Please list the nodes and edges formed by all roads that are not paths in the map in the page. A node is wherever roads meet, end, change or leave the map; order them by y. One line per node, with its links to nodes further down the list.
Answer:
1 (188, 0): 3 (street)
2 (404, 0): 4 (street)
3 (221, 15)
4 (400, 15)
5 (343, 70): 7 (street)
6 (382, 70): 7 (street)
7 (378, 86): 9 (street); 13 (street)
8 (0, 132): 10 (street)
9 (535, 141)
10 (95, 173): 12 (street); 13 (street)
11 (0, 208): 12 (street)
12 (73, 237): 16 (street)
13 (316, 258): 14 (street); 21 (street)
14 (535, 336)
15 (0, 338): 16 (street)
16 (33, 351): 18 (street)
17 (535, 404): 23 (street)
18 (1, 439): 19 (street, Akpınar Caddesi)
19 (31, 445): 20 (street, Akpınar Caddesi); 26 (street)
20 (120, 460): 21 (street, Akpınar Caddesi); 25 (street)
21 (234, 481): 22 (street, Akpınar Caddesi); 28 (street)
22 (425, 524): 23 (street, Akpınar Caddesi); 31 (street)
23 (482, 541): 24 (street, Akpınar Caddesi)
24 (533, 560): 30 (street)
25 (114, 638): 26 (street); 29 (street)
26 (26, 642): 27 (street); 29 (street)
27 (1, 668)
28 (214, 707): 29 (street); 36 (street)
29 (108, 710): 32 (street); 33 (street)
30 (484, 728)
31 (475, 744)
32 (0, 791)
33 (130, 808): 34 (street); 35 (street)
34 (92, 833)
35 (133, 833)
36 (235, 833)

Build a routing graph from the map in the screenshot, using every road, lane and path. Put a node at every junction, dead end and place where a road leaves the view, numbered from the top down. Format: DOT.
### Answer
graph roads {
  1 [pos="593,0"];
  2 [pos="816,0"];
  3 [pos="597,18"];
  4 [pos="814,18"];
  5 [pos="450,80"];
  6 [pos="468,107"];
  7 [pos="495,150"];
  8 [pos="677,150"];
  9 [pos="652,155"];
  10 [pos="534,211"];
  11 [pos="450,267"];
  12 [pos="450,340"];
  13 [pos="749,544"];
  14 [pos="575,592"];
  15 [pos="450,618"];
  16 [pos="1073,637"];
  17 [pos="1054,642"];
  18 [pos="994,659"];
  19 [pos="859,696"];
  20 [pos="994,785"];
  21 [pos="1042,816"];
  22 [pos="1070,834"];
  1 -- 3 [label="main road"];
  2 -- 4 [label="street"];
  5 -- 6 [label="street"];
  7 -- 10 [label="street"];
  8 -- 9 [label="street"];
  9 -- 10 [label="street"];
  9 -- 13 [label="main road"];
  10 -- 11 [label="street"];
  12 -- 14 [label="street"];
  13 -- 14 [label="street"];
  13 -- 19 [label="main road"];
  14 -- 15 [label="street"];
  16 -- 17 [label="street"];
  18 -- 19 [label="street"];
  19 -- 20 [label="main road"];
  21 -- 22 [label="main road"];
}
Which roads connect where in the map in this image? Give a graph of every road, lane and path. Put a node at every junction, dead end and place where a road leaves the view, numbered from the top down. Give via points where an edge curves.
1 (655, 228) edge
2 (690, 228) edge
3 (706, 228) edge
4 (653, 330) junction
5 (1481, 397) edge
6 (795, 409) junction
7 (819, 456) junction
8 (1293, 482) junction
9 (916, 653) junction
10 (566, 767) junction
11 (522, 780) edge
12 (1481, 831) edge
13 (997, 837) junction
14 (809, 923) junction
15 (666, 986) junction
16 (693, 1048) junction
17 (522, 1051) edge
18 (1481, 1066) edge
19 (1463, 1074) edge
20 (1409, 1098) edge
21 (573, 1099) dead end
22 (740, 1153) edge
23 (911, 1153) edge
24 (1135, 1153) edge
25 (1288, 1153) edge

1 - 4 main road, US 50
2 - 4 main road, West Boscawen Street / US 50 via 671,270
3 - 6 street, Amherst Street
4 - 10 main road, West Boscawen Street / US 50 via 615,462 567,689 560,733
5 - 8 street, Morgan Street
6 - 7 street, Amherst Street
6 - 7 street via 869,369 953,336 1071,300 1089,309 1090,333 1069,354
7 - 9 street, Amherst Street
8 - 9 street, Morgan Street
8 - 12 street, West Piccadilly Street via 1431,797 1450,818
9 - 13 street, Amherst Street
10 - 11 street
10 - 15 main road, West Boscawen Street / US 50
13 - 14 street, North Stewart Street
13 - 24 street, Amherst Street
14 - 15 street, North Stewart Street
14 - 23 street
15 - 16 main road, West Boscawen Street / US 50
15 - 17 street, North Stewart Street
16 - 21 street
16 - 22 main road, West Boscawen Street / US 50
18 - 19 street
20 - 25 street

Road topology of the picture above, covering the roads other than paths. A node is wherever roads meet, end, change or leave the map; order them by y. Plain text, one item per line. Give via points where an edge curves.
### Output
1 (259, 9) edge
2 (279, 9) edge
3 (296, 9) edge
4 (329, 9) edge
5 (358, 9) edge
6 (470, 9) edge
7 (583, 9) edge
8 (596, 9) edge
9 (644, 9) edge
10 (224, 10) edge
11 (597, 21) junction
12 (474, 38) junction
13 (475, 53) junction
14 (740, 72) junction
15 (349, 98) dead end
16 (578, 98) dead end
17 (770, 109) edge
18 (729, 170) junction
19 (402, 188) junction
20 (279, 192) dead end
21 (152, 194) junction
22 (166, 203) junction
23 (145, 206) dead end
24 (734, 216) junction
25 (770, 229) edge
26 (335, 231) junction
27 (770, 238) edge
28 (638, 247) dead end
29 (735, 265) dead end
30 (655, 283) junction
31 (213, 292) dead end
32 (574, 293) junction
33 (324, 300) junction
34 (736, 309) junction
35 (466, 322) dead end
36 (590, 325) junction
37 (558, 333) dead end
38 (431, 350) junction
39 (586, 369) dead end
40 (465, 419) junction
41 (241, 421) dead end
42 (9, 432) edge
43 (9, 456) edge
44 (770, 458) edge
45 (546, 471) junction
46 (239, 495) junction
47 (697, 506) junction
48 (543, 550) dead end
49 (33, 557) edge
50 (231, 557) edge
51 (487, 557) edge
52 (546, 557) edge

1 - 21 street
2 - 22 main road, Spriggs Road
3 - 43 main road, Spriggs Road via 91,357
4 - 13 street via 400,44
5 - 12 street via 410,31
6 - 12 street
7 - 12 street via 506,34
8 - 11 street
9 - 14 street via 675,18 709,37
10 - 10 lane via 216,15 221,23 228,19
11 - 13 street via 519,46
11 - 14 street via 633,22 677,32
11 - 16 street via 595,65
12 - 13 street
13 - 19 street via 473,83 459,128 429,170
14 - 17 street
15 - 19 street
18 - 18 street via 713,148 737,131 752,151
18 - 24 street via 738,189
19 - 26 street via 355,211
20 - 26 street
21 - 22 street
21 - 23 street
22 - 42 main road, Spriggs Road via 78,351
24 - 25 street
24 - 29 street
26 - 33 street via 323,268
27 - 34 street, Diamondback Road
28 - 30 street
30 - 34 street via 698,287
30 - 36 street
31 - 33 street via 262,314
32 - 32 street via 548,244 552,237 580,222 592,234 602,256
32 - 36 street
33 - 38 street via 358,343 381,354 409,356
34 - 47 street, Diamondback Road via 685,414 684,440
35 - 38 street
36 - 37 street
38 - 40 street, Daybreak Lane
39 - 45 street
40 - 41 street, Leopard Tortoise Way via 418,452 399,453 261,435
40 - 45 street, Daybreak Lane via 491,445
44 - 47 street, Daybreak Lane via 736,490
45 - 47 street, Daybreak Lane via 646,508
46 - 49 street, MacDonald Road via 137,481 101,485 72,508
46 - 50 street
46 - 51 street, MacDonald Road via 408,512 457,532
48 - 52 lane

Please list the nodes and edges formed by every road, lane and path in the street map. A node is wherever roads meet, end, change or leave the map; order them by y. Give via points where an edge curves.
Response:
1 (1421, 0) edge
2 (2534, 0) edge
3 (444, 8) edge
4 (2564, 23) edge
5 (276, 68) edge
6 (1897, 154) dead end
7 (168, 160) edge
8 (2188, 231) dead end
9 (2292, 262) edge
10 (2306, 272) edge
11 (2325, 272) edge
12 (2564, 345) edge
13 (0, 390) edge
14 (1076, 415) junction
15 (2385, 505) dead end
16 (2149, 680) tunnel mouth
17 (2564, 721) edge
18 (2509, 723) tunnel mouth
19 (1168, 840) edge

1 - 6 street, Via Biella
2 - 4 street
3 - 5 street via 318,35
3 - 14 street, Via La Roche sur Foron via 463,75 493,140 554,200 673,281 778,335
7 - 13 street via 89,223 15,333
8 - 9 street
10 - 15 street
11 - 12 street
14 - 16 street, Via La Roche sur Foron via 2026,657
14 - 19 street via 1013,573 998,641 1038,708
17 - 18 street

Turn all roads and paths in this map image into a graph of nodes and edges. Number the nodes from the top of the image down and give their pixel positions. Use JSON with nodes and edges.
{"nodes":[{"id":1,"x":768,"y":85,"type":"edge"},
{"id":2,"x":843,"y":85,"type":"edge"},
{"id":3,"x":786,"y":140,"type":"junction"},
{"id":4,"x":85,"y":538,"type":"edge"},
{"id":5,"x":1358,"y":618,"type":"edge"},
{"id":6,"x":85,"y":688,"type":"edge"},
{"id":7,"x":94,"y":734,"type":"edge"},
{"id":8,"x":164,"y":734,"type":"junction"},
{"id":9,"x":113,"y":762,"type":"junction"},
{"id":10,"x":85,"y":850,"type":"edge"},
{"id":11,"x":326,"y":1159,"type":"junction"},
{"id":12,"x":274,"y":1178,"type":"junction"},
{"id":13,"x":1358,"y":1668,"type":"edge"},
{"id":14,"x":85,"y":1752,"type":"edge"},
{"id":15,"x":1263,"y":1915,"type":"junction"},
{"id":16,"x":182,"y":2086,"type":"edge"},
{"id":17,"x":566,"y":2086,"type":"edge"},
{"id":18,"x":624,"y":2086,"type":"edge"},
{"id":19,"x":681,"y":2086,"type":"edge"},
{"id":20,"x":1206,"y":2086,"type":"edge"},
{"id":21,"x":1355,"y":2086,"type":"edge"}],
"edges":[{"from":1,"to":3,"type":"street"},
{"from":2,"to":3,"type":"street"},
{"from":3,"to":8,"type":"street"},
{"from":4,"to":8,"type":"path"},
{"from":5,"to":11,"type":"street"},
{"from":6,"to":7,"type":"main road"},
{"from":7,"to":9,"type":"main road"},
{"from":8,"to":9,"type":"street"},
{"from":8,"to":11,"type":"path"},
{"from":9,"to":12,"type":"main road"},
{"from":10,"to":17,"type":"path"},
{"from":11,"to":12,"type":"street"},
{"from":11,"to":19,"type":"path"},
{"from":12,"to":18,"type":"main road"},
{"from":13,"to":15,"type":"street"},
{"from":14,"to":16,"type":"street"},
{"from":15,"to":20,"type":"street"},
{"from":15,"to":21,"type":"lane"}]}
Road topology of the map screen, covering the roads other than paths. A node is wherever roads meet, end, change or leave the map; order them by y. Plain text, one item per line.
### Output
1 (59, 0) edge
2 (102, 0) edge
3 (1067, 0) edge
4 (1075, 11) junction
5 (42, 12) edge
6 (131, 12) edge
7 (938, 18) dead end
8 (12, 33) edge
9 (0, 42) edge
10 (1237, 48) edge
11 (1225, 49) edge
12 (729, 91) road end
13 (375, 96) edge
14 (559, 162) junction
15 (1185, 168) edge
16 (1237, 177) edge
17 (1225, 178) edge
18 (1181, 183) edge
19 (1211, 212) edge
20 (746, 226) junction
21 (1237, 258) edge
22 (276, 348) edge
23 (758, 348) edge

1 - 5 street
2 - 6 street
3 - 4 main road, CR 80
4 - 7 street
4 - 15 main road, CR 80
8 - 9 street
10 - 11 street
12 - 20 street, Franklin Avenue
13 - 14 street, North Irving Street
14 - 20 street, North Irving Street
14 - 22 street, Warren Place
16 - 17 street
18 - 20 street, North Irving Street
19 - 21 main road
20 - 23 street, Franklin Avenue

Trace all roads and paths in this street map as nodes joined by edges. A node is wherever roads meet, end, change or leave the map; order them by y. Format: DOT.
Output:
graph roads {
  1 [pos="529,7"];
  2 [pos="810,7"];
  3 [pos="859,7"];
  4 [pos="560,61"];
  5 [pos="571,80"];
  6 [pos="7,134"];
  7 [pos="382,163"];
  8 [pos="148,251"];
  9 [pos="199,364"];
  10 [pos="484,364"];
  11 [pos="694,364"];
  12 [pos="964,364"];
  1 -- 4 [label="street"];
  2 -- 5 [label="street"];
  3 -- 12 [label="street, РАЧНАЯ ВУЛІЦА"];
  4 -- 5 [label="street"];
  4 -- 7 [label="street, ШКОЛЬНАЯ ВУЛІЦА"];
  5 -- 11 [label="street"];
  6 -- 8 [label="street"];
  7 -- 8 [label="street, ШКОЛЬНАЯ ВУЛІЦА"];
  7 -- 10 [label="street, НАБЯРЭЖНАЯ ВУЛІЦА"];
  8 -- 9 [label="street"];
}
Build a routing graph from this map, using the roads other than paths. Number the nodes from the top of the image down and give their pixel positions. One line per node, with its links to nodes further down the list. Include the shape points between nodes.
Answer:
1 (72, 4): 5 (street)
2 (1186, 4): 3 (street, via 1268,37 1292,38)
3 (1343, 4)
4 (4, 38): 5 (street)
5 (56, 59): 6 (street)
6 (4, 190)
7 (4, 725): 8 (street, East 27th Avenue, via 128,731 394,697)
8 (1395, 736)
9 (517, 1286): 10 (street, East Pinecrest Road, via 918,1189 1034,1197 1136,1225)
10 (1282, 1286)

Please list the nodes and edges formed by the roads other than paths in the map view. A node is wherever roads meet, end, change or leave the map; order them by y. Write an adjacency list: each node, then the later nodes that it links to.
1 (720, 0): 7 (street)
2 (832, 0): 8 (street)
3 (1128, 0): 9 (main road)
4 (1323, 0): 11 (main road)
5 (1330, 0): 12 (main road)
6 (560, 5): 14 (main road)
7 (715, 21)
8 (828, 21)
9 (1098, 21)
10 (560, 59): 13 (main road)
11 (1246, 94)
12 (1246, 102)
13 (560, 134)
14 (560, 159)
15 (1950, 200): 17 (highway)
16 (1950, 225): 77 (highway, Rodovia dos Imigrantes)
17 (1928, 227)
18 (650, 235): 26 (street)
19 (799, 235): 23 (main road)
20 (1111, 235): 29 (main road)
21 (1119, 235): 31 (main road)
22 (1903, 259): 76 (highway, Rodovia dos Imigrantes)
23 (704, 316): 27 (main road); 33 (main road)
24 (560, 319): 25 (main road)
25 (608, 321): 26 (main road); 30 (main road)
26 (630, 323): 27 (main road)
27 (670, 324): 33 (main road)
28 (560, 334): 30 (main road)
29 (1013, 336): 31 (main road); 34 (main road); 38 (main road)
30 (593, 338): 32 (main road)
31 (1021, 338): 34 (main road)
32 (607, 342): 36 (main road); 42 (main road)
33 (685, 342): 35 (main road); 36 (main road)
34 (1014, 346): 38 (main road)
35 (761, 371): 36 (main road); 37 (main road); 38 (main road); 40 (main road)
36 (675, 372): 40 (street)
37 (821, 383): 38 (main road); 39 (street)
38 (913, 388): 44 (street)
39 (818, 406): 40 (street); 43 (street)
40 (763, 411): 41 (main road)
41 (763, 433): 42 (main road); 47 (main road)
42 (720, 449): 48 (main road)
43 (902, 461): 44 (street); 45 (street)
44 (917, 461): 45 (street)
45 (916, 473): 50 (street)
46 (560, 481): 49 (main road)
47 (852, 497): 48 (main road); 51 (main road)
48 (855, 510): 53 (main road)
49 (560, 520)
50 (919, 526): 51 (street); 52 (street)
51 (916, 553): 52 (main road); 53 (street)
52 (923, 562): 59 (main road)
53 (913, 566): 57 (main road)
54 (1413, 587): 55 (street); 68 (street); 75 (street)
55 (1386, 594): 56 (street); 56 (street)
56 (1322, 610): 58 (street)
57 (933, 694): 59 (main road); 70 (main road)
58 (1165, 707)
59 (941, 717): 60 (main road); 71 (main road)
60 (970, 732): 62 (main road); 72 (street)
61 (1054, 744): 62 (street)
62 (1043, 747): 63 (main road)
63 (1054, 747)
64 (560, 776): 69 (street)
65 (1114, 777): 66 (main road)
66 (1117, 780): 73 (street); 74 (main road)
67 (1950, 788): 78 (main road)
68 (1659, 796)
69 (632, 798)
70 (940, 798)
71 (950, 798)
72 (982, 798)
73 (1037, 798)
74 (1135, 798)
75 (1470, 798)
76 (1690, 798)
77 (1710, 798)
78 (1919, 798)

# # # # #

§ What is needed:
Return the opening line of the data and every line after it through the line containing "Build a routing graph from the", please, exactly as written and with nothing added.

§ Solution for this exercise:
Please list the nodes and edges formed by all roads that are not paths in the map in the page. A node is wherever roads meet, end, change or leave the map; order them by y. One line per node, with its links to nodes further down the list.
Answer:
1 (188, 0): 3 (street)
2 (404, 0): 4 (street)
3 (221, 15)
4 (400, 15)
5 (343, 70): 7 (street)
6 (382, 70): 7 (street)
7 (378, 86): 9 (street); 13 (street)
8 (0, 132): 10 (street)
9 (535, 141)
10 (95, 173): 12 (street); 13 (street)
11 (0, 208): 12 (street)
12 (73, 237): 16 (street)
13 (316, 258): 14 (street); 21 (street)
14 (535, 336)
15 (0, 338): 16 (street)
16 (33, 351): 18 (street)
17 (535, 404): 23 (street)
18 (1, 439): 19 (street, Akpınar Caddesi)
19 (31, 445): 20 (street, Akpınar Caddesi); 26 (street)
20 (120, 460): 21 (street, Akpınar Caddesi); 25 (street)
21 (234, 481): 22 (street, Akpınar Caddesi); 28 (street)
22 (425, 524): 23 (street, Akpınar Caddesi); 31 (street)
23 (482, 541): 24 (street, Akpınar Caddesi)
24 (533, 560): 30 (street)
25 (114, 638): 26 (street); 29 (street)
26 (26, 642): 27 (street); 29 (street)
27 (1, 668)
28 (214, 707): 29 (street); 36 (street)
29 (108, 710): 32 (street); 33 (street)
30 (484, 728)
31 (475, 744)
32 (0, 791)
33 (130, 808): 34 (street); 35 (street)
34 (92, 833)
35 (133, 833)
36 (235, 833)

Build a routing graph from the map in the screenshot, using every road, lane and path. Put a node at every junction, dead end and place where a road leaves the view, numbered from the top down. Format: DOT.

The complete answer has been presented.